I'm working on a game that involves drafting different spells and I'm trying to figure out how many combinations are possible.
Simply put, each spell has an element and a class:
- There are $10$ elements (Fire, Water, Air, Earth, etc.)
- There are $7$ different classes (Primary, Movement, Melee, Defensive, etc.)
- There is one spell for each element/class combination, therefore $70$ spells
- By the end of the game a wizard will have $7$ spells: one of each class
My questions are:
I believe there are $10^7$ combinations if there are no element restrictions. Is this correct?
If the drafting was restricted to a random $4$ of the $10$ elements each game, how many possible combinations would there be?
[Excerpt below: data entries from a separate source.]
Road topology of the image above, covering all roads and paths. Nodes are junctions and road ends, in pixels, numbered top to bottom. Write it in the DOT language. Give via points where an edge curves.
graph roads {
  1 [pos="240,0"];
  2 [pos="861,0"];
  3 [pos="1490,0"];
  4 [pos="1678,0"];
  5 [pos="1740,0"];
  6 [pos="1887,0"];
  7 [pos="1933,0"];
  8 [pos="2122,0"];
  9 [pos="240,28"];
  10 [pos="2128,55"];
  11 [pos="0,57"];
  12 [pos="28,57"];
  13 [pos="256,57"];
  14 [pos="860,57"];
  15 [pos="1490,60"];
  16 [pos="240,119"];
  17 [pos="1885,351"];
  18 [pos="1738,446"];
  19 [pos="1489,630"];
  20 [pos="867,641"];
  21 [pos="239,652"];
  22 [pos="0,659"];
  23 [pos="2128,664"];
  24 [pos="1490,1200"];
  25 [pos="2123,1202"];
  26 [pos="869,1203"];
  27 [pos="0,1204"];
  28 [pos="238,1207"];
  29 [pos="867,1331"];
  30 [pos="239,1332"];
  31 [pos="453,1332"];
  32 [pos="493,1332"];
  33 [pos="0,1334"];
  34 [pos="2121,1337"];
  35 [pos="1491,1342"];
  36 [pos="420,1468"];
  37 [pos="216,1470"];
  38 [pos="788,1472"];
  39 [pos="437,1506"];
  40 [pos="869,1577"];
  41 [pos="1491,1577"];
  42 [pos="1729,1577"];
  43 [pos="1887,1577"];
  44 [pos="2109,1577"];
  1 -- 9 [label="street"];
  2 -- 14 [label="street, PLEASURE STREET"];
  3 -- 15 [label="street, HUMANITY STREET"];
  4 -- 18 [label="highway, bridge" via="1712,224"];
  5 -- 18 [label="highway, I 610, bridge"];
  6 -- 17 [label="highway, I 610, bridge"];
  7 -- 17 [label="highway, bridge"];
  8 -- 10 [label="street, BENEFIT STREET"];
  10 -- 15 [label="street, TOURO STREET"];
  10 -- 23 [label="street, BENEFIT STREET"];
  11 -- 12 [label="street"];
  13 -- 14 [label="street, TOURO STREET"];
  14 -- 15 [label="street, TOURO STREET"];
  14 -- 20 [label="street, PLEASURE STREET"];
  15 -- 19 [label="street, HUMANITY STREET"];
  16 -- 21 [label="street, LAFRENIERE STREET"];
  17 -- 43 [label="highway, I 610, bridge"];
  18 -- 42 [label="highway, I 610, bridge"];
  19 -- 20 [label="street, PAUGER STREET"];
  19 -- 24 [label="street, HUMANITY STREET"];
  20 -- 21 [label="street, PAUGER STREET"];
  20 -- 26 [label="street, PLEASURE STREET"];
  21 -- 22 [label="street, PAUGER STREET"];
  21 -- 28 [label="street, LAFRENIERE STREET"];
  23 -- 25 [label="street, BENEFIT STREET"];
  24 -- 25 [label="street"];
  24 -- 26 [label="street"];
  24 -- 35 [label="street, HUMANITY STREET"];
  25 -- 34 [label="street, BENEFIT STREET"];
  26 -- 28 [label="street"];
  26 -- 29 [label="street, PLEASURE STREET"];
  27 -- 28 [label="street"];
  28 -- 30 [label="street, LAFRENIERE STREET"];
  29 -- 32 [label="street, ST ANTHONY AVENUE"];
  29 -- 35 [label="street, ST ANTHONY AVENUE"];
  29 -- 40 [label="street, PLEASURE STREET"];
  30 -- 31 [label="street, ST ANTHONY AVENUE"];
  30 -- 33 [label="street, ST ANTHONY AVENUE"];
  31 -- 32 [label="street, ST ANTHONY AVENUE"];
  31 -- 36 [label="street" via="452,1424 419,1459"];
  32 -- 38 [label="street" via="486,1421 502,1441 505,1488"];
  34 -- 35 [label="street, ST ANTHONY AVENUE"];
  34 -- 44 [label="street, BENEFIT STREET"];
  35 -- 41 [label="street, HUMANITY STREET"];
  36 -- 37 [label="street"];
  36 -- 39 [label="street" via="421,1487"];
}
EDIT: You would still be drafting $7$ classes of spells, but any combinations with more than $4$ different elements would be illegal. A single game would have $4^7$ combinations, but I'm wondering about all possible games using $4$ out of $10$ elements.
Yes.
First, choose which four elements are drafted, then choose a spell of each class in the allowable elements. That's $\binom{10}{4}\cdot 4^7$.
But wait - we've overcounted. If we only used three of the elements in our final spell list, then there's no way of telling which other element was drafted but not used. There are seven possibilities, so those are counted seven times each, and we'll need to compensate. Subtract six times the number of ways as if we drafted three elements: $-6\cdot\binom{10}{3}\cdot 3^7$.
Then, this repeats for two-element spell lists. We've counted them $\binom{8}{2}=28$ ways from four-element drafts and $-6\cdot 8=-48$ ways from three-element drafts. To compensate, we add back $21$ times the number of ways as if we drafted two elements: $21\cdot\binom{10}{2}\cdot 2^7$.
Finally, one-element spell lists. They're counted $\binom{9}{3} = 84$ ways from four element drafts, $-6\cdot\binom{9}{2}=-216$ ways from three-element drafts, and $21\cdot 9=189$ ways from two-element drafts. To compensate, we subtract $189-216+84-1=-56$ times the number of wats as if we drafted one element: $-56\cdot\binom{10}{1}\cdot 1^7$.
Overall, that's $$\binom{10}{4}\cdot 4^7 -6\cdot\binom{10}{3}\cdot 3^7 + 21\cdot\binom{10}{2}\cdot 2^7 -56\cdot\binom{10}{1}\cdot 1^7 = 1986400$$ valid spell lists. Plenty of variety to work with.